### What you have to do
Search each line below for "Green", then return the lines where it appears.

[Data records]
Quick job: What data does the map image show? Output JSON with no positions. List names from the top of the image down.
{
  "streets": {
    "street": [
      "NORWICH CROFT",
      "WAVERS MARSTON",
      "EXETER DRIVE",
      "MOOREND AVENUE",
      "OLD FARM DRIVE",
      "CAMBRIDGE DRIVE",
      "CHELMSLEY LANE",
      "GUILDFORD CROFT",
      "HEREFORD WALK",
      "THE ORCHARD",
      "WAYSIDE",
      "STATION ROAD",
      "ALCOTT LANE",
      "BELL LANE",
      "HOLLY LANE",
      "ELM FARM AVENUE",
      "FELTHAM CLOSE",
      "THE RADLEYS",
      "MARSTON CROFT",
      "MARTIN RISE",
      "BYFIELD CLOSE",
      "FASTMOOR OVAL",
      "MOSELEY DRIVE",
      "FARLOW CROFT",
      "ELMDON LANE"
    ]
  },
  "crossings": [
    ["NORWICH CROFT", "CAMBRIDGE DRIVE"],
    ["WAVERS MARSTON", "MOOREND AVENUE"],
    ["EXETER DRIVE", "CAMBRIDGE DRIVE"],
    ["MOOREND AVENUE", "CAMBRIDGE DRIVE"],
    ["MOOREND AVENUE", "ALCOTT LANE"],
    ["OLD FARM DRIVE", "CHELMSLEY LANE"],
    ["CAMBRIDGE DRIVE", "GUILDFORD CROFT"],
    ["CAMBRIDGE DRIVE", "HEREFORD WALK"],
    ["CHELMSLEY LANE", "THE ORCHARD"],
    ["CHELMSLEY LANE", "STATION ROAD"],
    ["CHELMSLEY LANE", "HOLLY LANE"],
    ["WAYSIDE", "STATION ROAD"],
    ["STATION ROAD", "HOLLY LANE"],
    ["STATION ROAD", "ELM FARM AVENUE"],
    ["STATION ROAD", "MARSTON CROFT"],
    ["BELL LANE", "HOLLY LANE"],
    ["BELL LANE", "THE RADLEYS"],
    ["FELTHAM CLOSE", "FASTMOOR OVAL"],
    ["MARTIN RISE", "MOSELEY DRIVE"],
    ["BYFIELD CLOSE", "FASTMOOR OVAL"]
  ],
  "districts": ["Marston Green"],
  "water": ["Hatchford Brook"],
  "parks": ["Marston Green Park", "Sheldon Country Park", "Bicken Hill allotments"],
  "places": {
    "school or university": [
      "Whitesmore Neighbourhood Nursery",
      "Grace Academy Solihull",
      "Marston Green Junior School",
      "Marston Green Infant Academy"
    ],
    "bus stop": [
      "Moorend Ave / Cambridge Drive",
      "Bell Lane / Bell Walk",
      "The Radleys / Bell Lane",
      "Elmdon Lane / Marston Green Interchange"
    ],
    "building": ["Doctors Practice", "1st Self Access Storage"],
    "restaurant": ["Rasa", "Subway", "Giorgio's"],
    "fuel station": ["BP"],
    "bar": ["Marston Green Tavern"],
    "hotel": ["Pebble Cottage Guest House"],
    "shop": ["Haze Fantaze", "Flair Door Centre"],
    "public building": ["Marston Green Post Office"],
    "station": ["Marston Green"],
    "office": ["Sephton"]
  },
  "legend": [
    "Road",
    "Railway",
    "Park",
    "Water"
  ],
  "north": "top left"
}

### Task response
  "districts": ["Marston Green"],
  "parks": ["Marston Green Park", "Sheldon Country Park", "Bicken Hill allotments"],
      "Marston Green Junior School",
      "Marston Green Infant Academy"
      "Elmdon Lane / Marston Green Interchange"
    "bar": ["Marston Green Tavern"],
    "public building": ["Marston Green Post Office"],
    "station": ["Marston Green"],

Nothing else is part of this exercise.